Saved data entries:
══════
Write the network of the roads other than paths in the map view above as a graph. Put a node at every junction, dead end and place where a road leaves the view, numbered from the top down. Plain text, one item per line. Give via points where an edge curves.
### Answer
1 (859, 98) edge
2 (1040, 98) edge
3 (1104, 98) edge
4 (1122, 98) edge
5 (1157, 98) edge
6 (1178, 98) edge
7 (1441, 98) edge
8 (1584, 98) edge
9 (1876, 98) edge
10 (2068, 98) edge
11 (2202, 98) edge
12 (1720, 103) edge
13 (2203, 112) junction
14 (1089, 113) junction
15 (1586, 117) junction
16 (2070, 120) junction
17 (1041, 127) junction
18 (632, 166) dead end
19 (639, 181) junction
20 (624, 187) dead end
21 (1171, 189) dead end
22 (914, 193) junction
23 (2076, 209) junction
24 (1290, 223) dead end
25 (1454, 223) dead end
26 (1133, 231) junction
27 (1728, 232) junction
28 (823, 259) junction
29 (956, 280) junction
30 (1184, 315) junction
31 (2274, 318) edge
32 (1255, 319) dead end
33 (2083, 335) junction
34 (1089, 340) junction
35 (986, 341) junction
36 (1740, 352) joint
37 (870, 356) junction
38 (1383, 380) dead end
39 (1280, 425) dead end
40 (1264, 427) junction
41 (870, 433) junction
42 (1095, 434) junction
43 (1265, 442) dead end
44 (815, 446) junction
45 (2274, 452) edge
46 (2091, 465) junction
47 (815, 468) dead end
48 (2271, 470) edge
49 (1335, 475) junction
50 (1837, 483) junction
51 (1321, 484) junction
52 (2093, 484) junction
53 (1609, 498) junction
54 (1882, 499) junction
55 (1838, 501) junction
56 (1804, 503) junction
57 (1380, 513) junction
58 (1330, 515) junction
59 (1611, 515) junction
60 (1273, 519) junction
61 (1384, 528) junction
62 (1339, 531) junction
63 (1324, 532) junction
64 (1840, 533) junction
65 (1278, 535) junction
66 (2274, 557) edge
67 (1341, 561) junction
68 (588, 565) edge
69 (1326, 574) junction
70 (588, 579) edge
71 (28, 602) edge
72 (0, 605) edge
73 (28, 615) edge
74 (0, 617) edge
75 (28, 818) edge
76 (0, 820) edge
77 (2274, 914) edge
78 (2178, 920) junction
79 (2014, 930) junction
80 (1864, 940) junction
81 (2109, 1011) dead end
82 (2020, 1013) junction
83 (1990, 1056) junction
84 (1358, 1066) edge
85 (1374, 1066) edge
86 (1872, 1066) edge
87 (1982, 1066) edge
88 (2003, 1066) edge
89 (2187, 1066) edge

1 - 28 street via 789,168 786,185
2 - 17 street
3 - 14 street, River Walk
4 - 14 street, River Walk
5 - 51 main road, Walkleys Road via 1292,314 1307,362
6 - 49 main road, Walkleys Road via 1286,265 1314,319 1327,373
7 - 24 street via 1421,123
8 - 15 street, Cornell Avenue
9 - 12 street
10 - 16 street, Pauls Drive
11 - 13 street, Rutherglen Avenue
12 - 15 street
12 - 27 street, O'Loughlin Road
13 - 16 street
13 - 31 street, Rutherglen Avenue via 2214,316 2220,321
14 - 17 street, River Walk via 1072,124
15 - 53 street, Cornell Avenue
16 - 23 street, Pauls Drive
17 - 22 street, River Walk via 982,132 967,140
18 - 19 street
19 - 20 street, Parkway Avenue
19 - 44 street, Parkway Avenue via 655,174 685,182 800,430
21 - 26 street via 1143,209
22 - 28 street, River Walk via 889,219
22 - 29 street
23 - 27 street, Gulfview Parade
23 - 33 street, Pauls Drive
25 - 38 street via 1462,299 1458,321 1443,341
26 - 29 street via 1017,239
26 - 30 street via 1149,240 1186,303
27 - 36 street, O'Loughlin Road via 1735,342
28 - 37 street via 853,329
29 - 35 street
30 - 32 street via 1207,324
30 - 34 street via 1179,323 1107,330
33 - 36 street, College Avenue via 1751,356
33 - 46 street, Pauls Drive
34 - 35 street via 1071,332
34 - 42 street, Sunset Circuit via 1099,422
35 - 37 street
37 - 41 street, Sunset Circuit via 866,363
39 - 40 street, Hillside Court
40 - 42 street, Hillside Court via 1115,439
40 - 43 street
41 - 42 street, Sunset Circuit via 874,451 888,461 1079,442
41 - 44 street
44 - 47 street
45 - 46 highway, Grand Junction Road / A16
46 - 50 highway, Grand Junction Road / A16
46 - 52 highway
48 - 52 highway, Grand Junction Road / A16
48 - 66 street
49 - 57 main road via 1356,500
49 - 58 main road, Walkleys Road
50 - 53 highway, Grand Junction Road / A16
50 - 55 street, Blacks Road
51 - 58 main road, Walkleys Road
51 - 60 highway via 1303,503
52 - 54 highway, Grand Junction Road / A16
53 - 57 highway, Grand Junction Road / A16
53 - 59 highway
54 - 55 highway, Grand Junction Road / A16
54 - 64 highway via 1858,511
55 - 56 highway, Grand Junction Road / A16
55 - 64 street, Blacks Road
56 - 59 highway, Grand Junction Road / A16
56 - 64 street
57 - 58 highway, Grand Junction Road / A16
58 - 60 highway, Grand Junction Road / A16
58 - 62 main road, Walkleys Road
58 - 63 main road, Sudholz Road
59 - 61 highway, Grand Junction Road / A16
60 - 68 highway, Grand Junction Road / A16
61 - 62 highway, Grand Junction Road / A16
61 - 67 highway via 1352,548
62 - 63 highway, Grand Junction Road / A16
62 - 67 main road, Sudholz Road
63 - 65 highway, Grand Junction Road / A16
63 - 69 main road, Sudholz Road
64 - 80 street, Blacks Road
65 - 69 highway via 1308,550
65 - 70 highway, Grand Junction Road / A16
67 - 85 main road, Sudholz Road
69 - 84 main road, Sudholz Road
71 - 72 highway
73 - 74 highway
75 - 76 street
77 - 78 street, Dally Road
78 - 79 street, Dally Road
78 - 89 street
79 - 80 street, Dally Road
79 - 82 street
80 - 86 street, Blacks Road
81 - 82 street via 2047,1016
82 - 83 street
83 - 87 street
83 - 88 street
══════
TASK TO CARRY OUT — Using the records above, pull out each line where the word "River" occurs.

TASK RESPONSE —
3 - 14 street, River Walk
4 - 14 street, River Walk
14 - 17 street, River Walk via 1072,124
17 - 22 street, River Walk via 982,132 967,140
22 - 28 street, River Walk via 889,219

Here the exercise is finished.